Regular articleComparative and functional analyses of LYL1 loci establish marsupial sequences as a model for phylogenetic footprinting☆
Introduction
As the number of genome sequencing projects and the data arising from these projects continue to grow, there is an increasing integration of developmental and evolutionary biology, with the emergence of an ever-greater opportunity for comparison of DNA sequence between different species. Different combinations of species for comparative sequence analysis are being used to answer various biological questions. Examples include the use of pufferfish sequence to identify human genes [1], the identification and functional characterization of Drosophila counterparts to human disease genes [2], and the elucidation of transcriptional networks from the examination of genomic sequences from two related sea urchin species [3]. The utility of each approach largely depends on the phylogenetic distances between the species involved.
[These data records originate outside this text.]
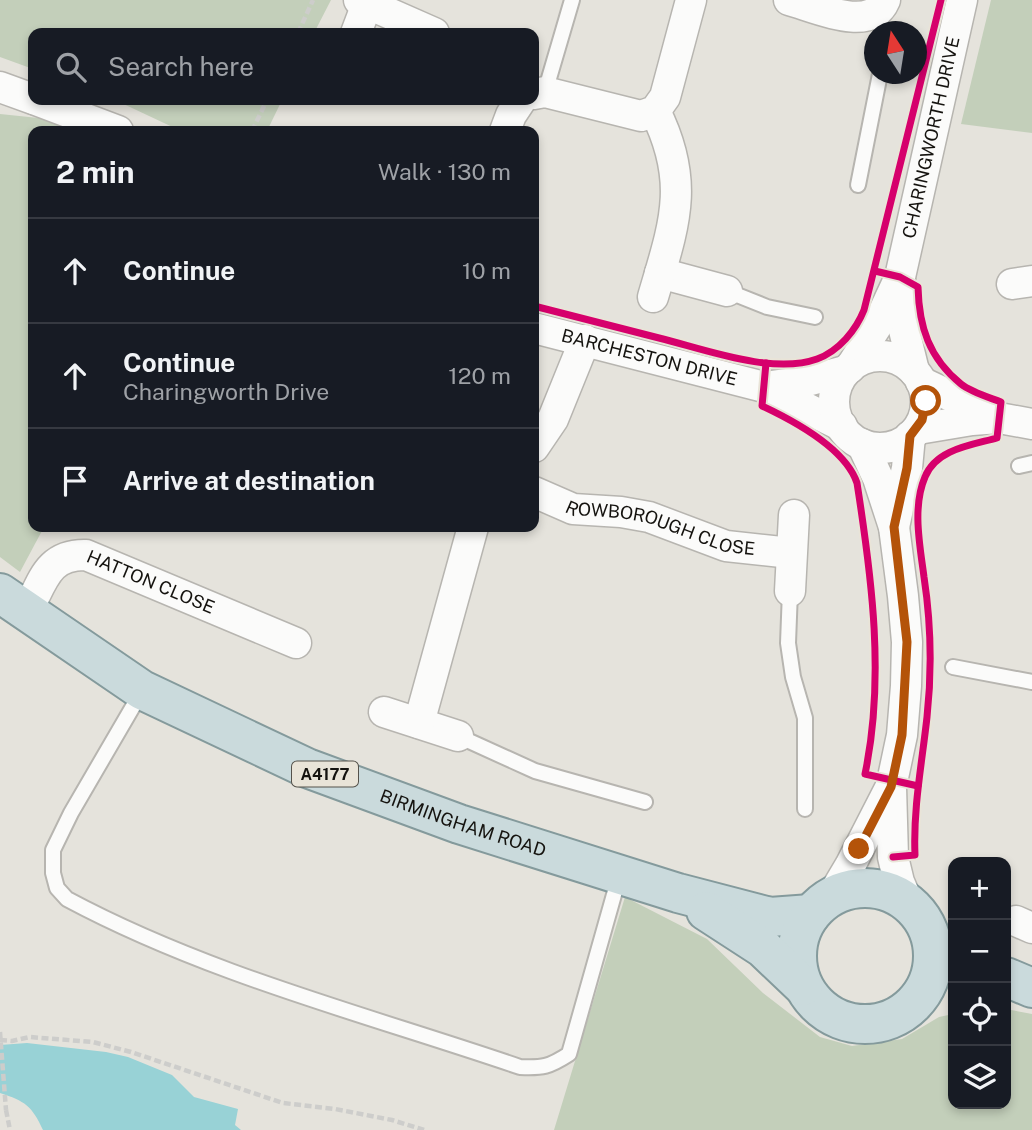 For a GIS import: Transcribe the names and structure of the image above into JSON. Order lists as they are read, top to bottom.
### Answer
{
  "streets": {
    "highway": ["A4177", "BIRMINGHAM ROAD"],
    "street": [
      "CHARINGWORTH DRIVE",
      "BARCHESTON DRIVE",
      "ROWBOROUGH CLOSE",
      "HATTON CLOSE"
    ]
  },
  "crossings": [
    ["CHARINGWORTH DRIVE", "BARCHESTON DRIVE"],
    ["HATTON CLOSE", "BIRMINGHAM ROAD"]
  ],
  "north": "top",
  "page": {
    "search": "Search here",
    "heading": ["2 min", "Walk · 130 m"],
    "list": [
      ["Continue", "10 m"],
      ["Continue", "Charingworth Drive", "120 m"],
      "Arrive at destination"
    ],
    "map_buttons": ["+", "−"]
  }
} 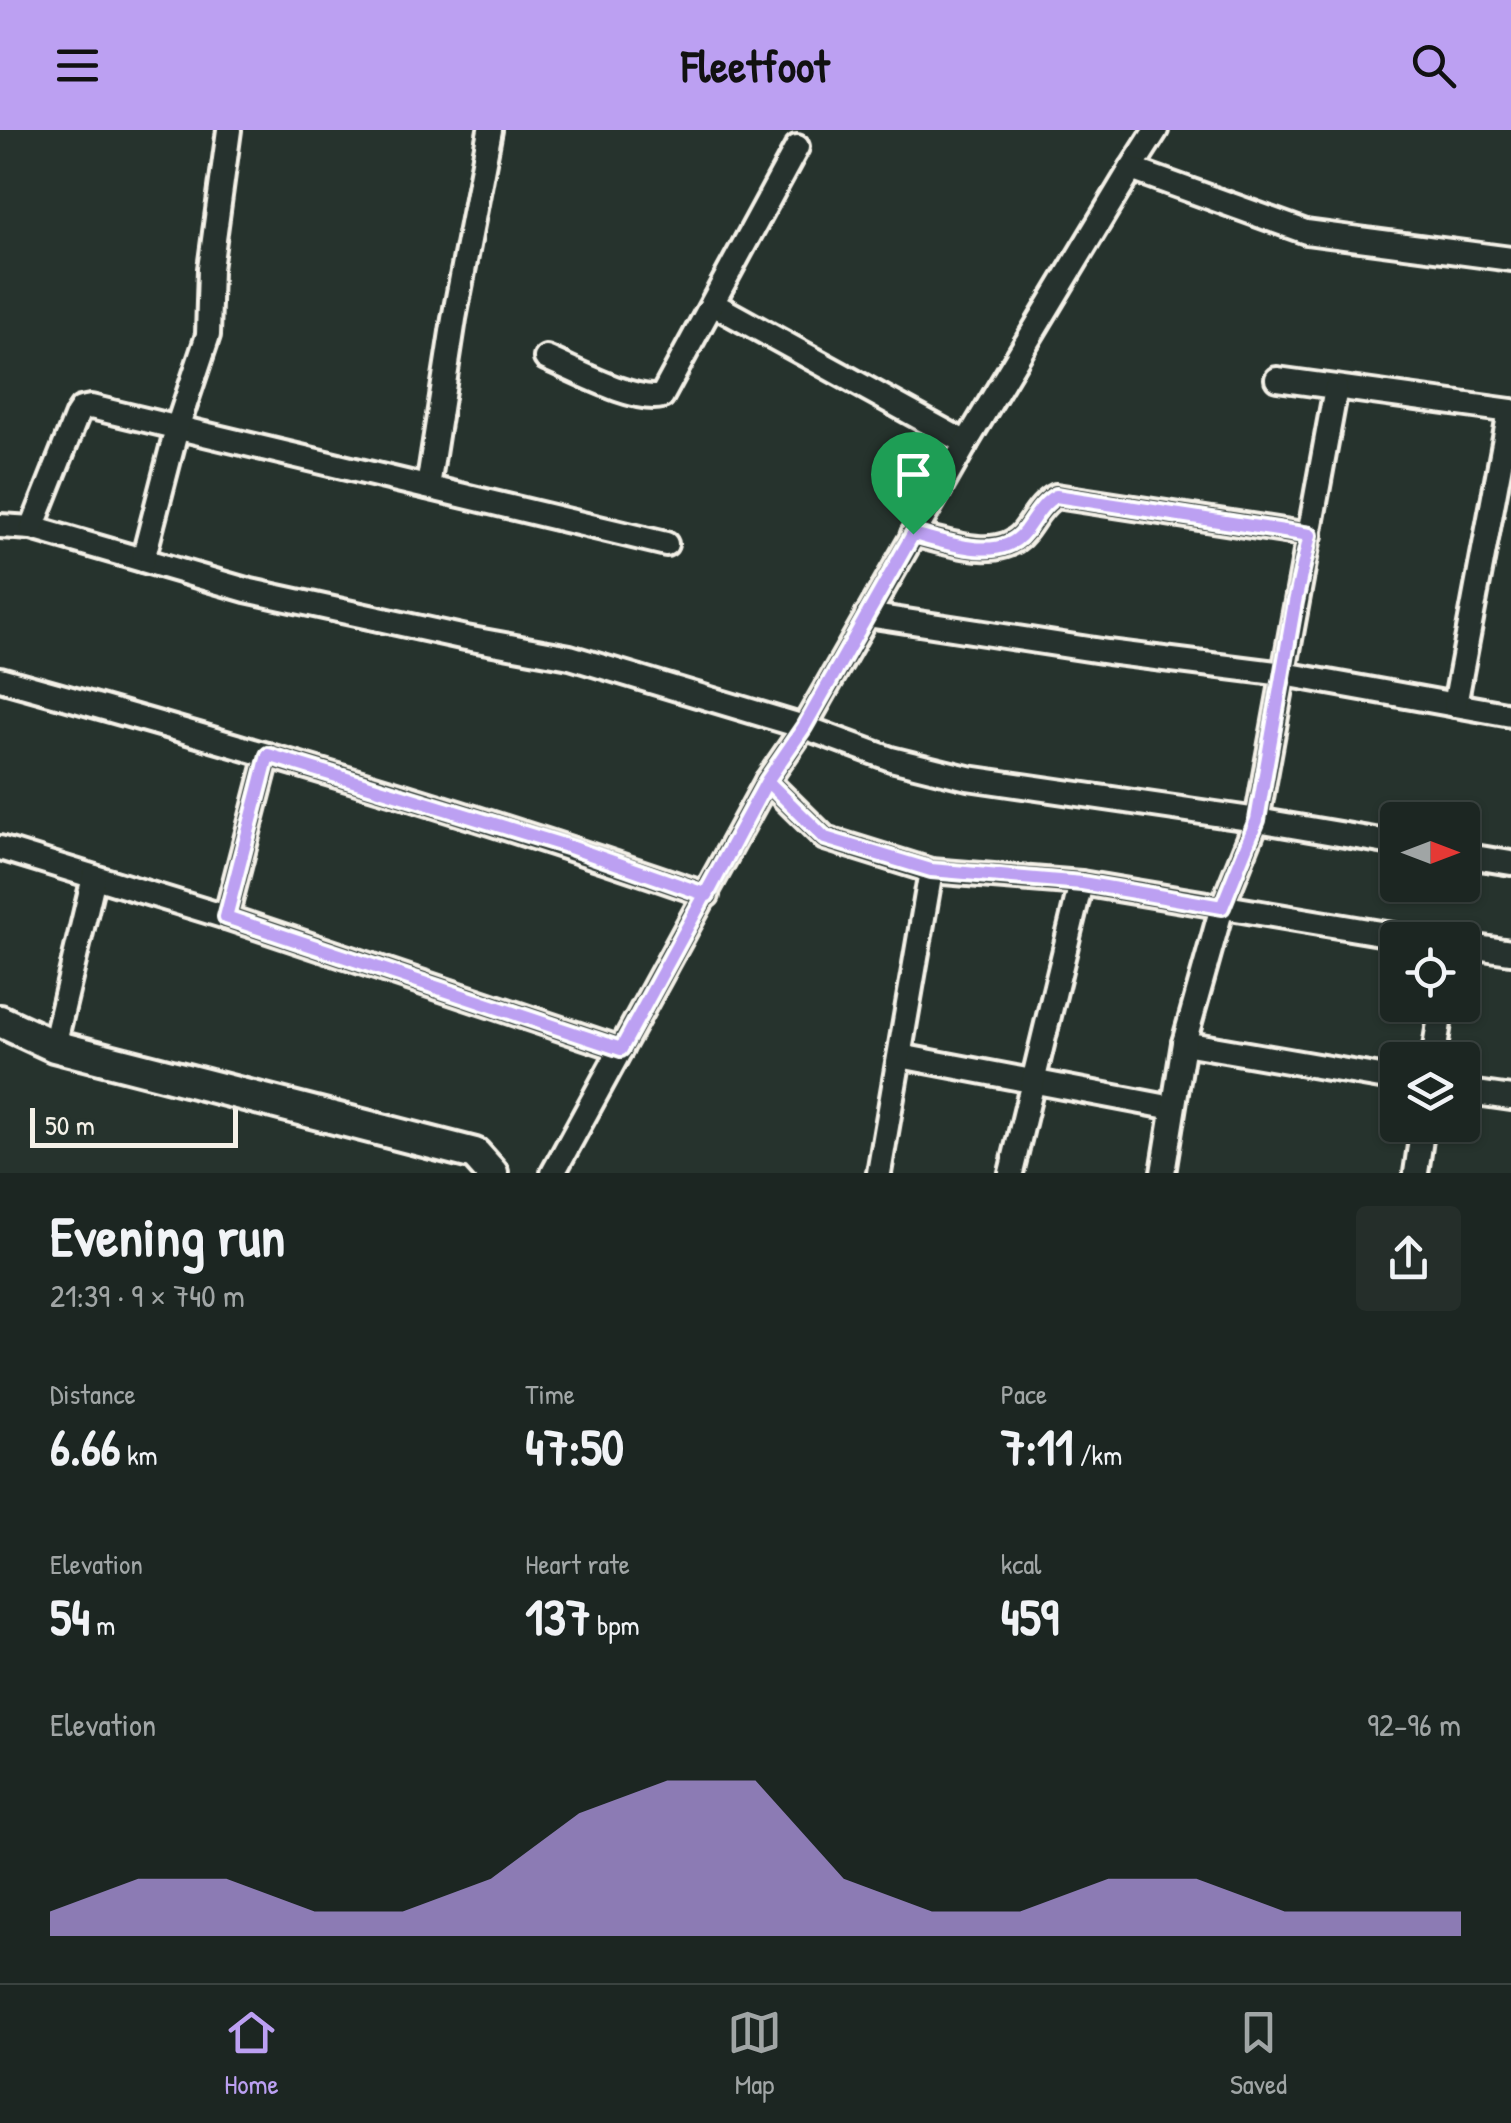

It has been suggested that differences in gene regulation make a major contribution to biological diversity between organisms, in some circumstances playing an even greater role than coding region differences [4]. However, certain biological processes, e.g., hematopoiesis, have been markedly preserved throughout evolution and share similar regulatory mechanisms. An important means of gene regulation is at the level of transcription. This is largely encoded in the primary sequence, in the form of regulatory motifs comprising, for example, transcription factor binding sites, matrix attachment regions, and insulator regions. Our ability to identify these regions and predict their function from the primary sequence is extremely limited [5]. One possible solution to the problem is to analyze the noncoding regions of genes using comparative sequence analysis to identify putative regulatory elements of genes with conserved function [6], [7], which can then be subjected to confirmatory functional testing.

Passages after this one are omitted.